Gawigawen bu cesur konuşma karşısında öfkeden deliye döndü ve mızrağını ve gökyüzünün yarısı kadar büyük olan baş baltasını getirdi. Kanag ilk atışı yapmadı, çünkü cesur olduğunu kanıtlamak istiyordu, bu yüzden Gawigawen nişan aldı ve baş baltasını çocuğa fırlattı. Kanag büyü gücünü kullanarak bir karıncaya dönüştü ve silah ona isabet etmedi. Gawigawen etrafına baktığında çocuğu göremeyince yüksek sesle güldü, çünkü onun öldüğünü düşünüyordu. Ancak kısa süre sonra Kanag, baş baltasının üzerinde durarak yeniden ortaya çıktı ve Gawigawen her zamankinden daha öfkeli bir şekilde mızrağını fırlattı. Kanag yine ortadan kayboldu ve Gawigawen şaşkınlık içinde kalakaldı.

Sonra sıra Kanag’a geldi ve mızrağı doğrudan devin bedenine sapladı. Hızla koştu ve beşinin kafasını kesti, ama altıncısını Gawigawen ona babasını gösterene kadar bekletti.

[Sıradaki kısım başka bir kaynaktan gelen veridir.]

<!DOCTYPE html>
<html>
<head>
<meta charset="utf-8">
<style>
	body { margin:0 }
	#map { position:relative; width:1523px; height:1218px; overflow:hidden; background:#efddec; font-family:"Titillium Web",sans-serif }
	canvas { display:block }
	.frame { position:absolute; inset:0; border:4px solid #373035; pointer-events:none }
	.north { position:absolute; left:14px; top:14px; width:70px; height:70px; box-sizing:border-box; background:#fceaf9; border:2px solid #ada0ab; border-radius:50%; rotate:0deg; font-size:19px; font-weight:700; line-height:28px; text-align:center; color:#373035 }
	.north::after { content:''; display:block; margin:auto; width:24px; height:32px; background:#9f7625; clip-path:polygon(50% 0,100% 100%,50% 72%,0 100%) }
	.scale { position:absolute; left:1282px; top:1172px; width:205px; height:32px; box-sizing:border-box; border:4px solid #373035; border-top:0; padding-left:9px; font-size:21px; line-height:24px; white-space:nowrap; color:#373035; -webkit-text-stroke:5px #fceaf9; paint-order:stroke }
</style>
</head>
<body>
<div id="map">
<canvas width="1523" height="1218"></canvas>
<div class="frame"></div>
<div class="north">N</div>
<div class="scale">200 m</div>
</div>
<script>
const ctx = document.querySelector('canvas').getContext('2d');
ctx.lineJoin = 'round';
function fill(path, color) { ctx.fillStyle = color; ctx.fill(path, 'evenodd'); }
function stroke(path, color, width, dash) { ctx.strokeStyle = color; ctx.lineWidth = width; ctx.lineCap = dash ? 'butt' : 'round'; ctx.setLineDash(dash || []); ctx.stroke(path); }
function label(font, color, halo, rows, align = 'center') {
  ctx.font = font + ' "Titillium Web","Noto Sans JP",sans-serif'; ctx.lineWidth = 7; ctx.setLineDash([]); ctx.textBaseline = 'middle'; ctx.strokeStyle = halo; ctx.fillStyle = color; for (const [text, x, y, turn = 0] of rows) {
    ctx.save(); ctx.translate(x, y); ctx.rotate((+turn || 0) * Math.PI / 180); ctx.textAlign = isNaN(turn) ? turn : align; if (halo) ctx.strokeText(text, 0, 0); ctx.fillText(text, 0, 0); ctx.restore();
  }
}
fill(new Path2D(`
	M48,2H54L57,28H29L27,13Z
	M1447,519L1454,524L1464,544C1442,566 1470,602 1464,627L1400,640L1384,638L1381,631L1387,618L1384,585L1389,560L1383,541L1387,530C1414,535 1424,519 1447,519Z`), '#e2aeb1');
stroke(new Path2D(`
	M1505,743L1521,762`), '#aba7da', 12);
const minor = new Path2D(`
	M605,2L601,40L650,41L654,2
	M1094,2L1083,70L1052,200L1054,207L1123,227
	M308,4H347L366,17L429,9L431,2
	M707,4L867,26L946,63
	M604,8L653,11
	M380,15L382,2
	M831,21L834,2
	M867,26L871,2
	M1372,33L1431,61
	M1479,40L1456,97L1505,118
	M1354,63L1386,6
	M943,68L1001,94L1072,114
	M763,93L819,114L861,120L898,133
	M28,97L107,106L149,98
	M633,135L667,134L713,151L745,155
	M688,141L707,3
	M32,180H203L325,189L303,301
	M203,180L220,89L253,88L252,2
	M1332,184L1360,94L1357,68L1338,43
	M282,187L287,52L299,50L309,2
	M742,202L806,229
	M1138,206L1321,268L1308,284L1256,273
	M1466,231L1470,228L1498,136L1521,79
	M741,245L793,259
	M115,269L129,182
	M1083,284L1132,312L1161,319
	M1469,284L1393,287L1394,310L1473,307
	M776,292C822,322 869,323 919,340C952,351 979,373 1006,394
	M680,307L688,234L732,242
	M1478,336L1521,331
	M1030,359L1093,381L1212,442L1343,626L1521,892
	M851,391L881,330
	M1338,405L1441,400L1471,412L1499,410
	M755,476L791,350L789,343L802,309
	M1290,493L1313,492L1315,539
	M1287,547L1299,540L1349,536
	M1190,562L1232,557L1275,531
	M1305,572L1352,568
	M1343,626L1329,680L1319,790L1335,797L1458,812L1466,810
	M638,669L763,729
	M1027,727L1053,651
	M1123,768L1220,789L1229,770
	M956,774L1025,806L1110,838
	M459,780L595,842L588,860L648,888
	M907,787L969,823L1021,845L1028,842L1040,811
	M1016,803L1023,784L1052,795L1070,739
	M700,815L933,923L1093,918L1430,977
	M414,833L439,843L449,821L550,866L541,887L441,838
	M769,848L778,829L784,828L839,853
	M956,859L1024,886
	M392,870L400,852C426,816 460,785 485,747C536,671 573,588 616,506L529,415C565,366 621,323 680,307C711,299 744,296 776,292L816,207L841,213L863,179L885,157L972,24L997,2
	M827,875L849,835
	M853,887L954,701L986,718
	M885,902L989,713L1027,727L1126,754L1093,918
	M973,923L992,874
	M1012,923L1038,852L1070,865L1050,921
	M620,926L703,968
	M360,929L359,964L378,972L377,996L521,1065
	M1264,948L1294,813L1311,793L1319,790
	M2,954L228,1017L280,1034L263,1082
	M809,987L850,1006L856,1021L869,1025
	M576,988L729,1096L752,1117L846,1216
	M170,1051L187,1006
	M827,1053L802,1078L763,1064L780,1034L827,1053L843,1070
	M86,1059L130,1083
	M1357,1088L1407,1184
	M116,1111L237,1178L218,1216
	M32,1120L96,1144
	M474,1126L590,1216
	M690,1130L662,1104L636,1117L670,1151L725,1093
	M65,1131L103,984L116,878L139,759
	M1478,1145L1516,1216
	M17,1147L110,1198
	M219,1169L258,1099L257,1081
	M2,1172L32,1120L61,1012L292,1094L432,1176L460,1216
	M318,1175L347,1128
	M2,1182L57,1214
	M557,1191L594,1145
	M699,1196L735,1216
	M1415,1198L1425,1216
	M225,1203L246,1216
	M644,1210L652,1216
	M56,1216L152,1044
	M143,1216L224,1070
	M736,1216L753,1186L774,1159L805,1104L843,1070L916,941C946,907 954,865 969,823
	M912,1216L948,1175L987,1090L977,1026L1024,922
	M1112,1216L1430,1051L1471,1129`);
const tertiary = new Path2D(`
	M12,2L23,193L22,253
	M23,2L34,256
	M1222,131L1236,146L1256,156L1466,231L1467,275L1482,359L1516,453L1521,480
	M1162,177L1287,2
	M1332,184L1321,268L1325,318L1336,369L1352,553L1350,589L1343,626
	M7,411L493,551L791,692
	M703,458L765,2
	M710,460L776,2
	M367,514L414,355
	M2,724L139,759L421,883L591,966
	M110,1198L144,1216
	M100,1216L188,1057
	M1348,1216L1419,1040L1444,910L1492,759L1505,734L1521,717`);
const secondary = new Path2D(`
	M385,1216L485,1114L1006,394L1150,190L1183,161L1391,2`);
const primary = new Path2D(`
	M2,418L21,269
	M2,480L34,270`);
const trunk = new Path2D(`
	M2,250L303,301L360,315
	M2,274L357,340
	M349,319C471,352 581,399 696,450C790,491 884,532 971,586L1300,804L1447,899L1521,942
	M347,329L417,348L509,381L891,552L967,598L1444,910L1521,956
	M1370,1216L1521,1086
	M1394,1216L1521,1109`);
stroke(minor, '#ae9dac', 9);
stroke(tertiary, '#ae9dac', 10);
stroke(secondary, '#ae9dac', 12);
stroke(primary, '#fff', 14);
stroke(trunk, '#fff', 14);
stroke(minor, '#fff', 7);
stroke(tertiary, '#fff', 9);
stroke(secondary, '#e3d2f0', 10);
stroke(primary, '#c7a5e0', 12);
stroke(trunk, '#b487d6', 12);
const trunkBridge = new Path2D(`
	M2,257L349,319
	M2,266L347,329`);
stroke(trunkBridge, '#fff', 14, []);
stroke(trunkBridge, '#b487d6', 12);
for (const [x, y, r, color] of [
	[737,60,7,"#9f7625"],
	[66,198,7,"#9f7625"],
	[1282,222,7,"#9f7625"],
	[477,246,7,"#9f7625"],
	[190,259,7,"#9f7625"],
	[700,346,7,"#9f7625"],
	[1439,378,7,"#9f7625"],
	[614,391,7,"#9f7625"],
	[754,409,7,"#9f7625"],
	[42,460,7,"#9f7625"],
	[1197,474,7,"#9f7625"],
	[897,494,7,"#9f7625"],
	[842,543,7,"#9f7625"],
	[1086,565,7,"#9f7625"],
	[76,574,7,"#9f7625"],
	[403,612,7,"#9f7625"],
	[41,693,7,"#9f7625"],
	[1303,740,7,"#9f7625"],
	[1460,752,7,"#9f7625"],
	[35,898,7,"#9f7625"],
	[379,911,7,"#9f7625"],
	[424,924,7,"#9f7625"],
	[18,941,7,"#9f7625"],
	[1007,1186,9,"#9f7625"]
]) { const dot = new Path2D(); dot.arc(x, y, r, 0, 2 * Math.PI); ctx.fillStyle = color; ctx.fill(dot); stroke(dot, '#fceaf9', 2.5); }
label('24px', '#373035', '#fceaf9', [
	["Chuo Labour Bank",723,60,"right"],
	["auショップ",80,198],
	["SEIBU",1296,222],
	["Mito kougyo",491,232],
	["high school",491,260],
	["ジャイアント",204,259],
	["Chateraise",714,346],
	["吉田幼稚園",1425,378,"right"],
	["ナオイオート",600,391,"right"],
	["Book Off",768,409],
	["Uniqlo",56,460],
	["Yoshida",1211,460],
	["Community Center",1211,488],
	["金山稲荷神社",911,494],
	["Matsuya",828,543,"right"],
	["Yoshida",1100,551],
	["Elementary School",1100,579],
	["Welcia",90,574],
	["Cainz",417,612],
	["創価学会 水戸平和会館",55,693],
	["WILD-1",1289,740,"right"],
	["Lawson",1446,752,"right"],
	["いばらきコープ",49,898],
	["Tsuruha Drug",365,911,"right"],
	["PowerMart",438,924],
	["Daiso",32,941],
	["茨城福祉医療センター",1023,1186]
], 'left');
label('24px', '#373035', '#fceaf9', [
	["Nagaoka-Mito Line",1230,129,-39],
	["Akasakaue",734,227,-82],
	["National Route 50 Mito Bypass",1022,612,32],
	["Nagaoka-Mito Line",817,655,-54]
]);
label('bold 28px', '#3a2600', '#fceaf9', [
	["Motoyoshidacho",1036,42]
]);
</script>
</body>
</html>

Birlikte şehirde dolaşırlarken Kanag babasının derisinin davul başı olarak kullanıldığını gördü. Saçları evi süslüyordu ve başı şehrin kapısındaydı, bedeni ise evin altına konmuştu. Bedenin tüm parçalarını bir araya getirdikten sonra Kanag büyü gücünü kullandı ve babası canlandı.
“Sen kimsin?” diye sordu Aponitolau; “Ne zamandır uyuyorum?”
“Ben senin oğlunum,” dedi Kanag. “Uyumuyordun ama ölüydün ve işte seni tutan Gawigawen. Baltamı al ve onun kalan başını kes.”
Böylece Aponitolau baltayı aldı, ama Gawigawen’e vurduğunda ona zarar veremedi.
“Sorun nedir baba?” diye sordu Kanag ve silahı alarak Gawigawen’in altıncı başını kesti.
Sonra Kanag ve babası büyü yaptılar, böylece mızraklar ve baltalar etrafa uçtu, kasabadaki tüm insanları öldürdü ve kafalar ve değerli eşyalar evlerine gitti.

Aponibolinayen tüm bunların evine geldiğini görünce koşup sobanın yanındaki asmaya baktı, asma yemyeşildi ve bir ormana benziyordu. O zaman oğlunun hayatta olduğunu anladı ve çok mutlu oldu. Baba ve oğul döndüklerinde, tüm akrabaları büyük bir ziyafet için evlerine geldi ve hepsi o kadar mutluydu ki bütün dünya onlara gülümsedi.